Agenda 31/01/2014 às 12:56

Os Compromissos de Ajuste de Conduta são mecanismos que permitem aos infratores confessarem a não adequação à legislação e prever a forma de ajuste.

Resumo: O termo de ajuste de conduta é instituto utilizado com frequência desde a sua previsão legal inserta no Estatuto da Criança e do adolescente como ferramenta para permitir aos infratores de novas leis a adequação de suas atividades ao novo modelo vigente. Em que pese claramente o instituto tenha sido criado com a finalidade de tomar do infrator uma confissão de conduta ilícita e ajuste de tal conduta mediante critérios a serem acordados com o tomador do compromisso, o instituto passou a ser celebrado como verdadeira transação acerca do objeto da infração, o que o afastou de sua natureza jurídica inicial. O presente trabalho tem por objetivo demonstrar que o termo de ajuste de conduta somente poderá ser firmado pelos entes autorizados como confissão acerca da conduta ilícita, sendo que a regularização deverá se dar nos estritos termos legais, não sendo permitida qualquer liberalidade dos entes tomadores não previstos em lei.

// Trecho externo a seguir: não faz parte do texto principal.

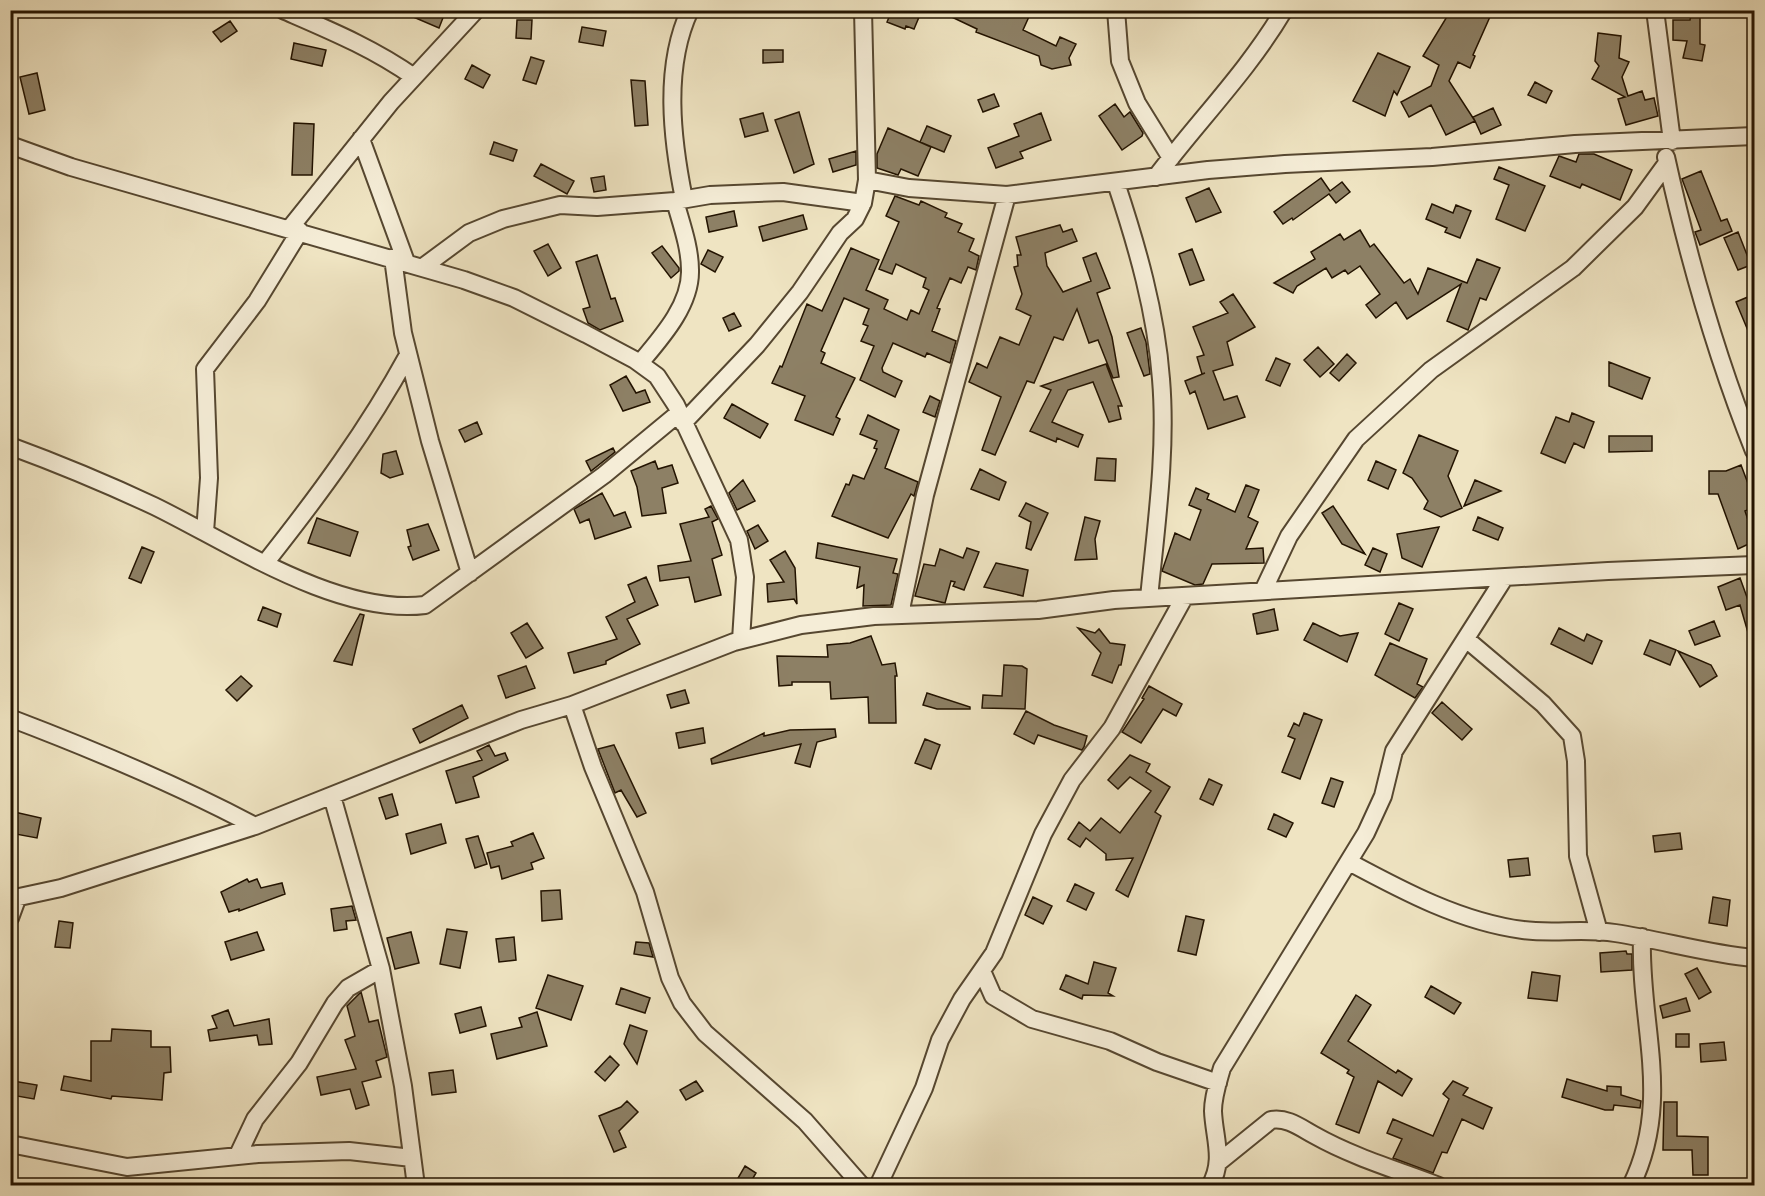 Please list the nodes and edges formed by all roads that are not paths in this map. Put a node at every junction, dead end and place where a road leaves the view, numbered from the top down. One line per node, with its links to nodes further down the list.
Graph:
1 (283, 10): 8 (street)
2 (476, 10): 8 (street)
3 (690, 10): 19 (street)
4 (863, 10): 16 (street)
5 (1116, 10): 13 (street)
6 (1284, 10): 13 (street)
7 (1656, 10): 11 (street)
8 (414, 77): 10 (street)
9 (1755, 136): 11 (street)
10 (361, 139): 21 (street); 22 (street)
11 (1667, 141): 14 (street); 15 (street)
12 (10, 145): 21 (street)
13 (1171, 158): 15 (street)
14 (1667, 163): 28 (street); 34 (street)
15 (1156, 177): 17 (street)
16 (867, 180): 18 (street); 20 (street)
17 (1116, 183): 18 (street); 36 (street)
18 (1007, 195): 37 (street)
19 (680, 200): 20 (street); 23 (street); 25 (street)
20 (862, 203): 26 (street)
21 (296, 230): 22 (street); 29 (street)
22 (400, 260): 23 (street); 24 (street)
23 (423, 267): 25 (street)
24 (408, 355): 30 (street); 32 (street)
25 (640, 363): 26 (street)
26 (681, 418): 32 (street); 39 (street)
27 (10, 446): 29 (street)
28 (1755, 451)
29 (205, 532): 30 (street)
30 (266, 562): 32 (street)
31 (1755, 565): 33 (street)
32 (470, 573)
33 (1505, 577): 34 (street); 38 (street)
34 (1263, 591): 35 (street)
35 (1185, 596): 36 (street); 51 (street)
36 (1149, 598): 37 (street)
37 (900, 615): 39 (street)
38 (1466, 639): 44 (street); 47 (street)
39 (741, 640): 40 (street)
40 (572, 705): 42 (street); 58 (street)
41 (10, 717): 43 (street)
42 (332, 796): 43 (street); 50 (street)
43 (255, 826): 45 (street)
44 (1349, 862): 47 (street); 52 (street)
45 (14, 899): 46 (street)
46 (10, 918)
47 (1599, 932): 48 (street)
48 (1642, 937): 49 (street); 62 (street)
49 (1755, 958)
50 (381, 969): 54 (street); 55 (street)
51 (982, 971): 52 (street); 59 (street)
52 (1218, 1083): 56 (street)
53 (10, 1144): 54 (street)
54 (238, 1155): 55 (street)
55 (411, 1158): 57 (street)
56 (1220, 1162): 60 (street); 61 (street)
57 (416, 1185)
58 (862, 1185)
59 (878, 1185)
60 (1210, 1185)
61 (1439, 1185)
62 (1631, 1185) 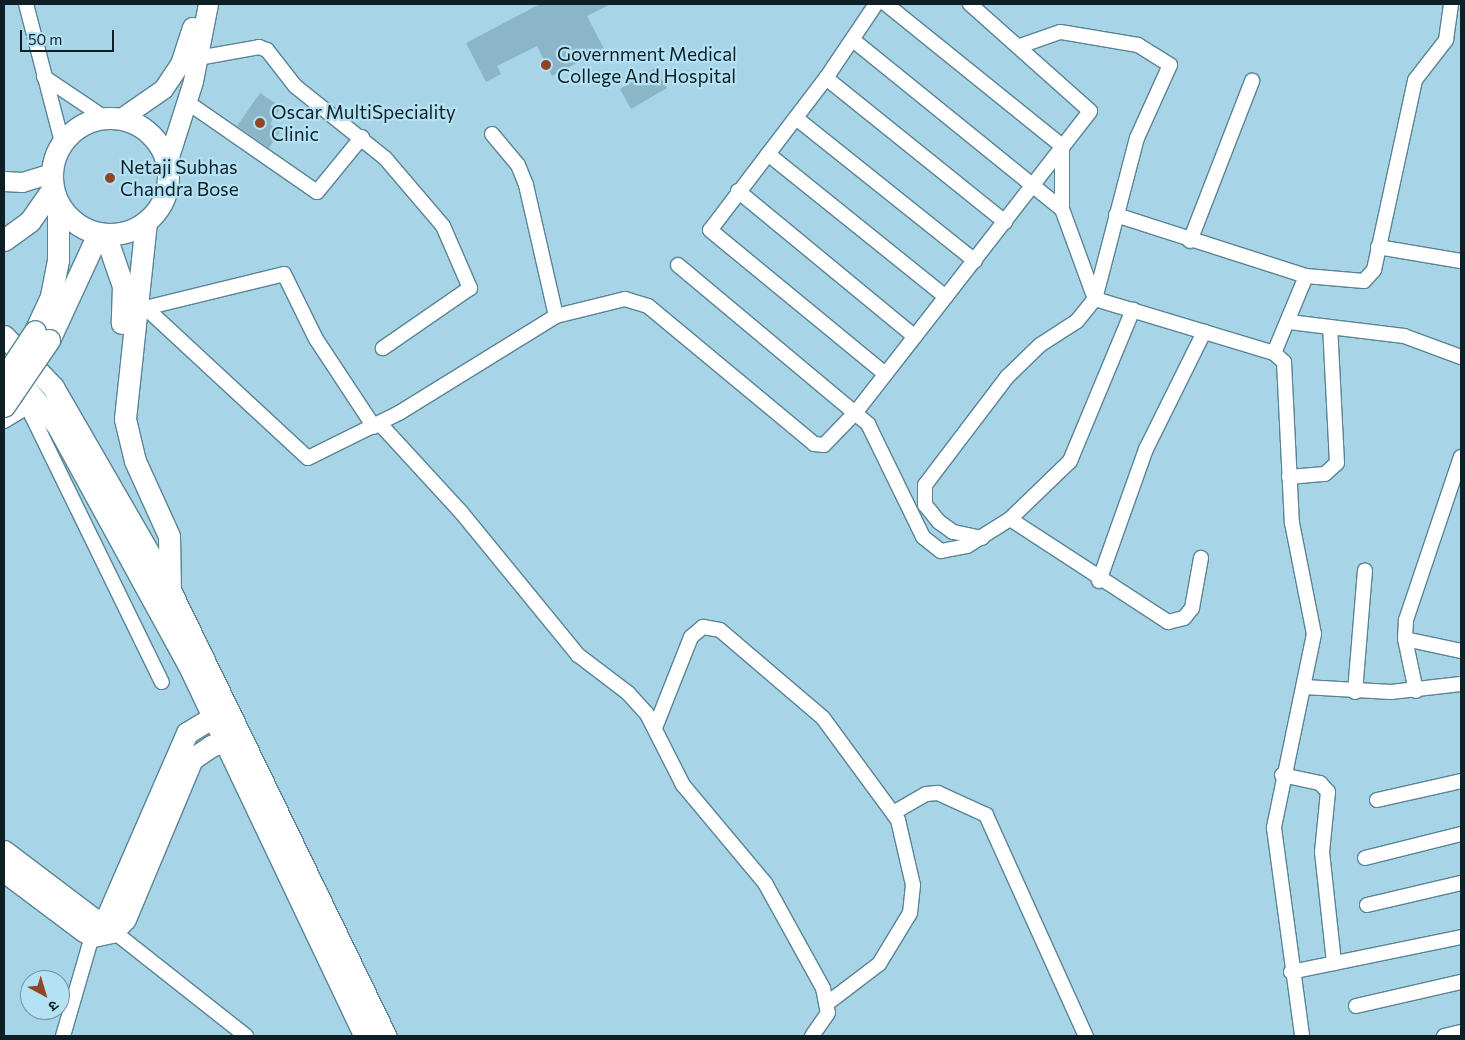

Palavras-chaves: Termo de ajuste de conduta. Natureza jurídica. Ato de submissão. Confissão.


1. INTRODUÇÃO:

O ajustamento de conduta a ser tomado pelos “legitimados” a tanto teve sua primeira previsão legal no Estatuto da Criança e do Adolescente (Lei 8.069/90) em seu artigo 211, nos seguintes termos: “os órgãos públicos legitimados poderão tomar dos interessados compromisso de ajustamento de sua conduta às exigências legais, o qual terá eficácia de título executivo extrajudicial”.

Tal previsão foi inserta no capítulo que trata da “Da Proteção Judicial dos Interesses Individuais, Difusos e Coletivos” com a clara pretensão de possibilitar o ajuste do comportamento existente anteriormente à vigência da novel legislação.

No mesmo âmbito e momento legislativo, o Código de Defesa do Consumidor (Lei 8.078/90), em seu artigo 113, promoveu alteração na Lei da Ação Civil Pública (Lei 7.347/85) para lhe incluir o §6º no artigo 5º, e permitir aos órgãos públicos legitimados “tomar dos interessados compromisso de ajustamento de sua conduta às exigências legais, mediante cominações, que terá eficácia de título executivo extrajudicial”.

Portanto, a gênese dos Compromissos de Ajuste de Conduta decorreu da necessidade de permitir aos órgãos legitimados que, no âmbito da inserção da nova legislação, em especial tratando-se da tutela de direitos transindividuais, coletivos e difusos, tomar dos infratores confissão acerca da não adequação de sua atuação à legislação e prever a forma de ajuste dela aos termos legais. Nada além disso.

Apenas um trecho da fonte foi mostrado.